RT: It was at the University of Illinois in 1965. My peers out there turned me onto jazz. They knew that I was innocent regarding modern jazz. Jon English [1943-1996] was my best friend and most important influence: he later had a Quartet with Kenny Wheeler and had a good career in Europe. The musicians I met there were astonishing: John Garvey, Will Parsons, Pat Pursewell, composers Sal Matirano, Jerry Hiller, Herbert Brun and many others. Most of the young players were in the contemporary music ensemble out there as well as being jazz players. I went there because I wanted to meet contemporary musicians, and there was a big modern music Festival going on. I met John Cage, Eliot Carter, and Luciano Berio at that Festival.
I went out there trying to strike out on my own, and unbeknownst to me, I was destined to have this amazing jazz encounter. These guys played me records, and I just sat there speechless- and they knew how much they were affecting me. They knocked me off the Stockhausen horse I had ridden into town on, so to speak. [Ron had studied with Stockhausen the previous year- Eds.] I was never the same. I went for it hook, line, and sinker and began my jazz apprecticeship immediately. So it was Miles Davis' 'My Funny Valentine' album, Bill Evans' 'Sunday at the Village Vanguard,' and, of all things, Gil Evans' 'Quiet Nights'. Those three albums totally turned my world upside down.

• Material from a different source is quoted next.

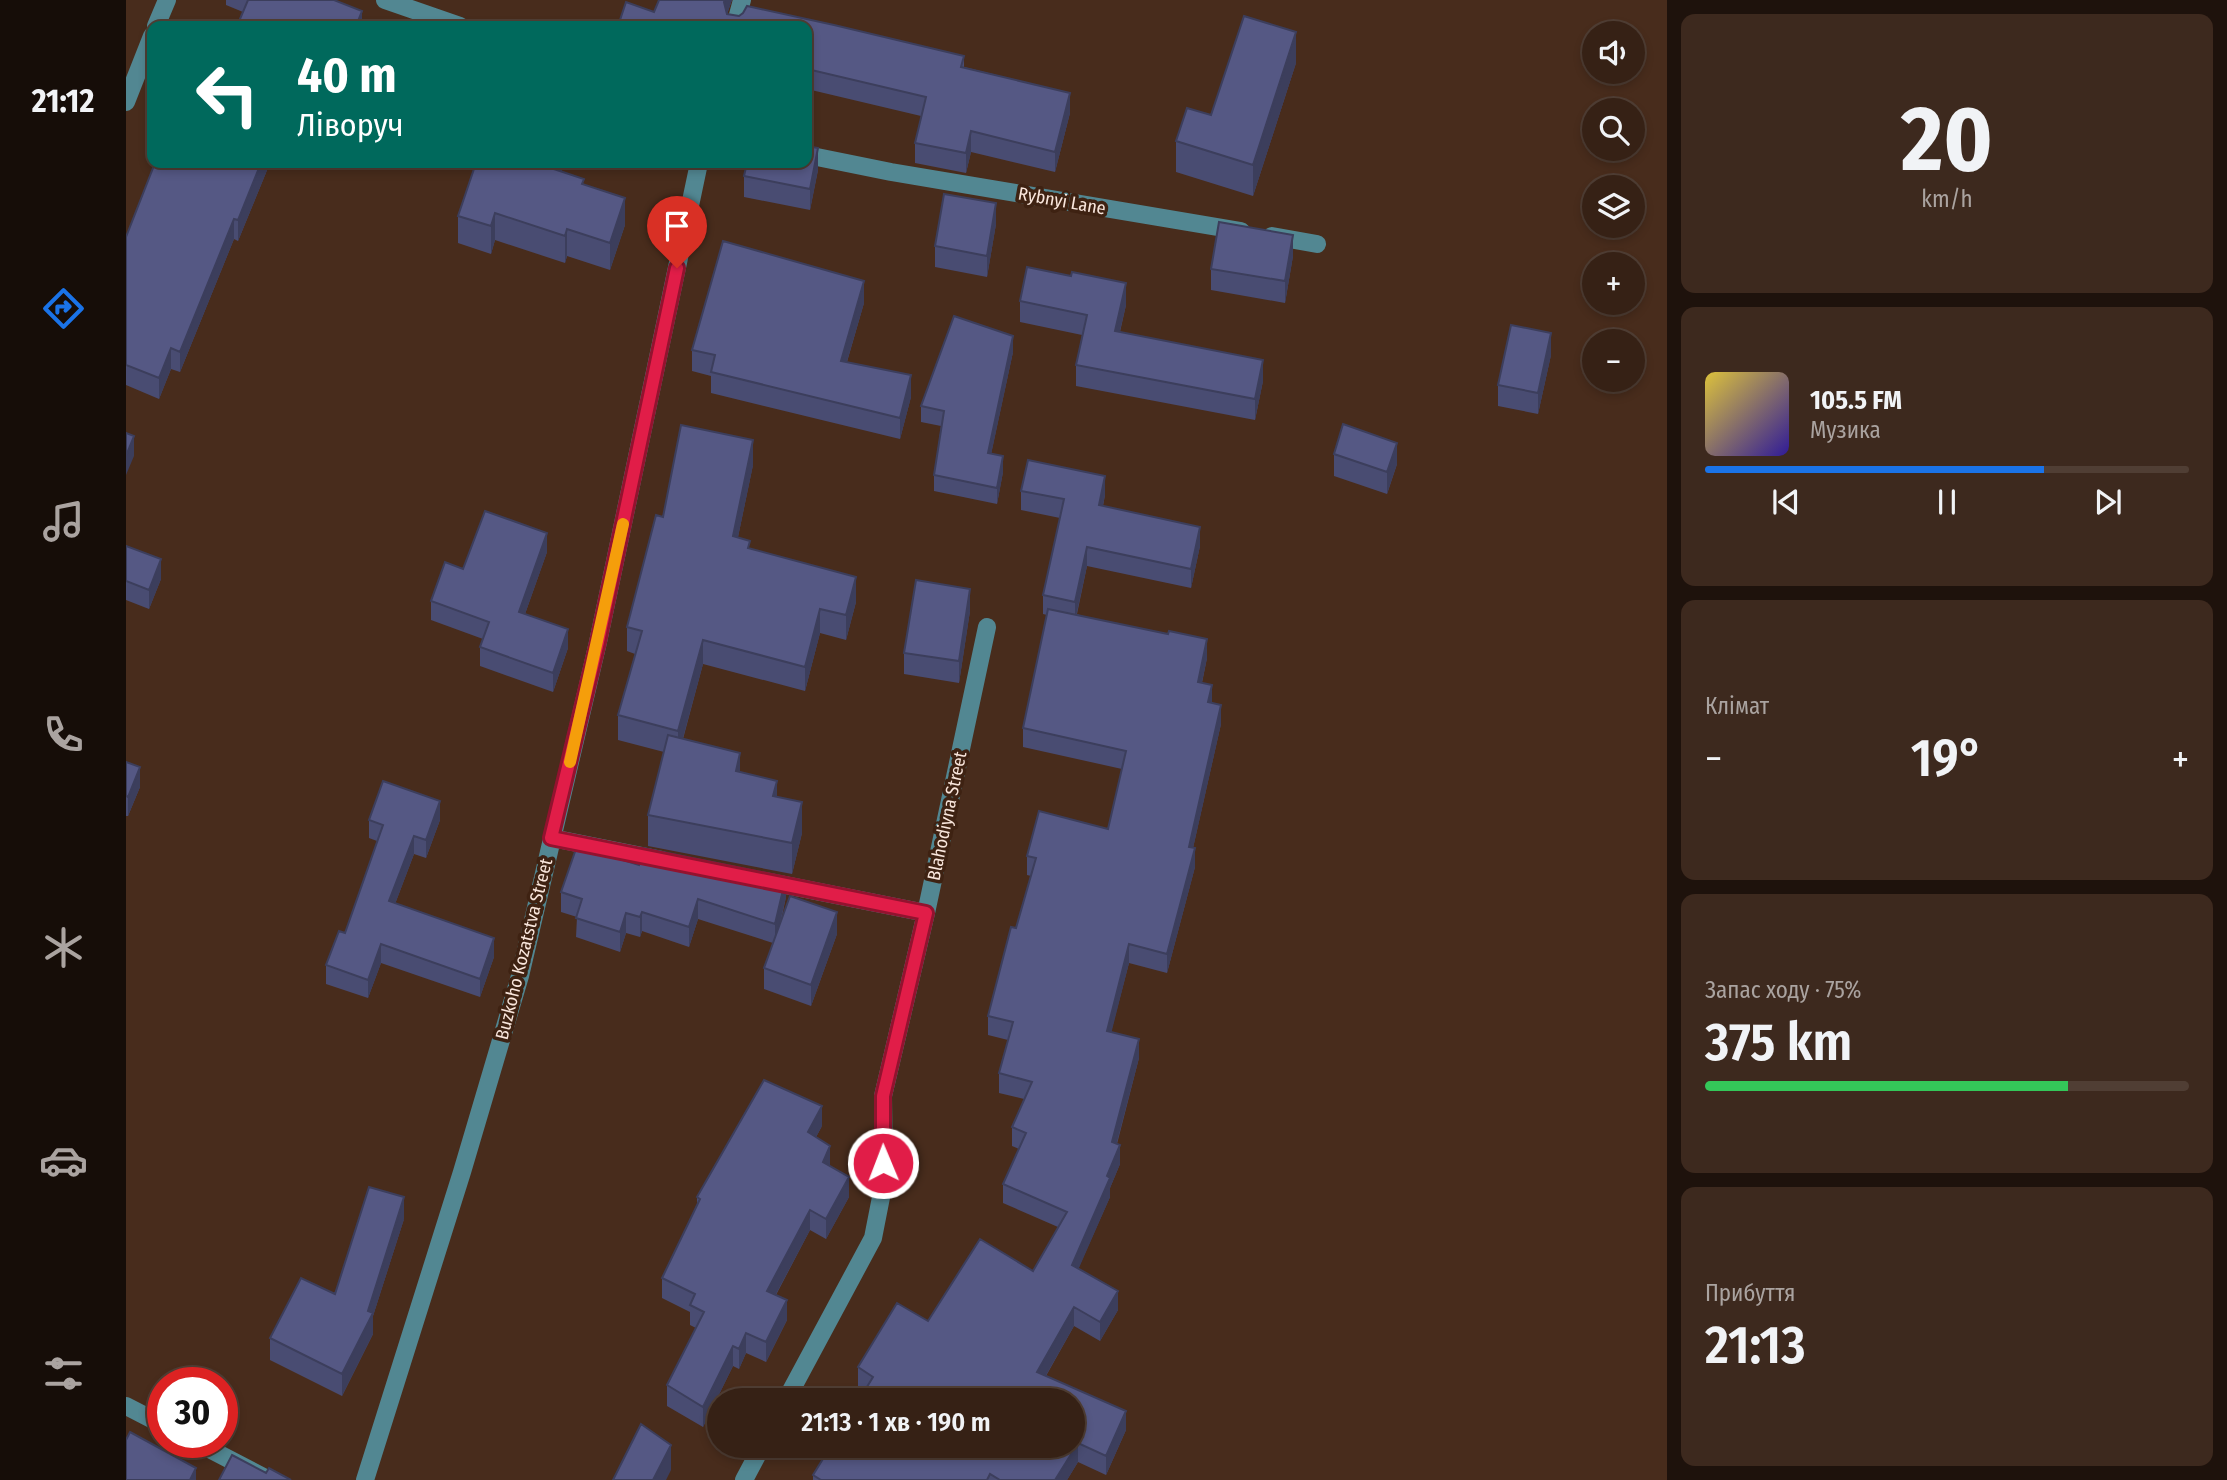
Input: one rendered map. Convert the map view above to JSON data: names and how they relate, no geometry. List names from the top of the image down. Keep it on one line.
{"streets":{"street":["Rybnyi Lane","Blahodiyna Street","Buzkoho Kozatstva Street"]},"page":{"tabs":"21:12","tile":[["20","km/h"],"Клімат",["Запас ходу · 75%","375 km"],["Прибуття","21:13"]],"map_buttons":["+","−"],"turn":["40 m","Ліворуч"],"song":["105.5 FM","Музика"],"heat":["−","19°","+"],"limit":"30","trip":"21:13 · 1 хв · 190 m"}}
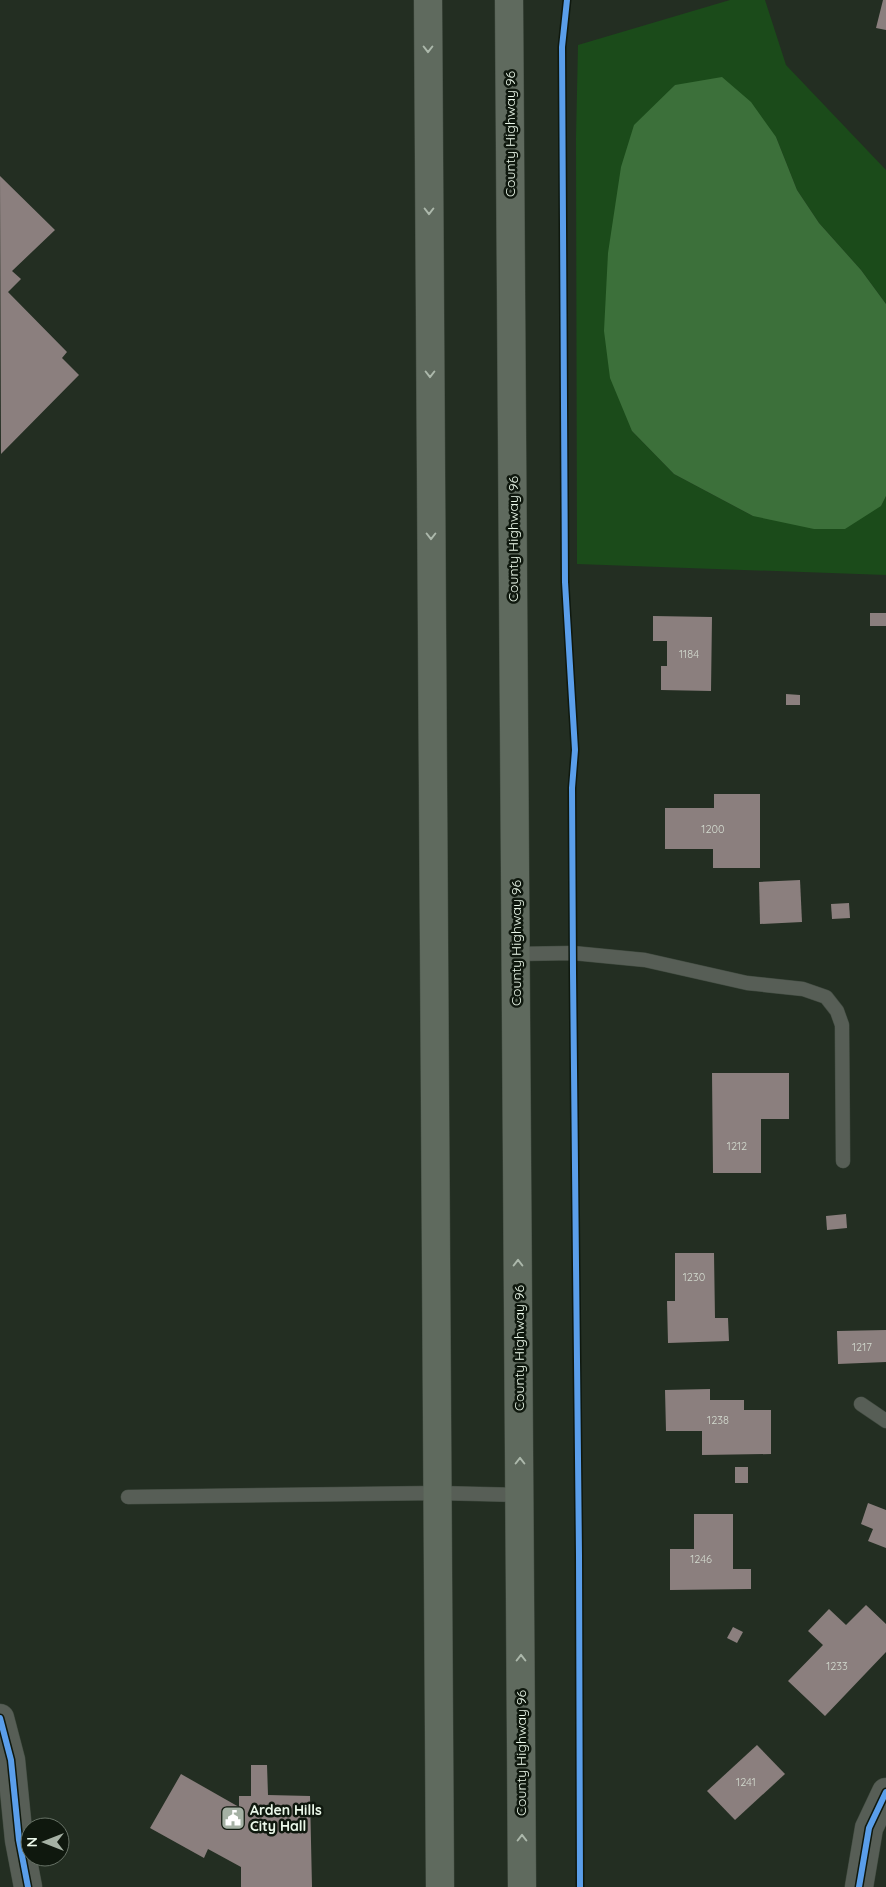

AAJ: Which brings me to my next question. Could you reflect briefly on the three or four key moments or epiphanies in your musical development? You just gave us one. Are there others? What were the moments when things really came together and transformed you musically?
RT: The Illinois event was certainly one, and the 'The Seven Year Itch' but before that, what set everything up, was my encounter with the music of Debussy when I was 14. My teacher gave me tickets to a recital at the local college. All I knew before that was Debussy's potboiler, 'Claire de Lune.' This recital rocked me! It led me directly into modern music. I went to the library and began to listen pretty systematically to all the modern music records, Schoenberg, Webern, Shostakovitch, Berg, everyone. Thus, my interest in modern music started with Debussy. Debussy's music revealed to me that, for me, the captivating thing about music is that it is really a 'theatre of the mind' not just tunes, symphonies, composer skills, player chops, and such...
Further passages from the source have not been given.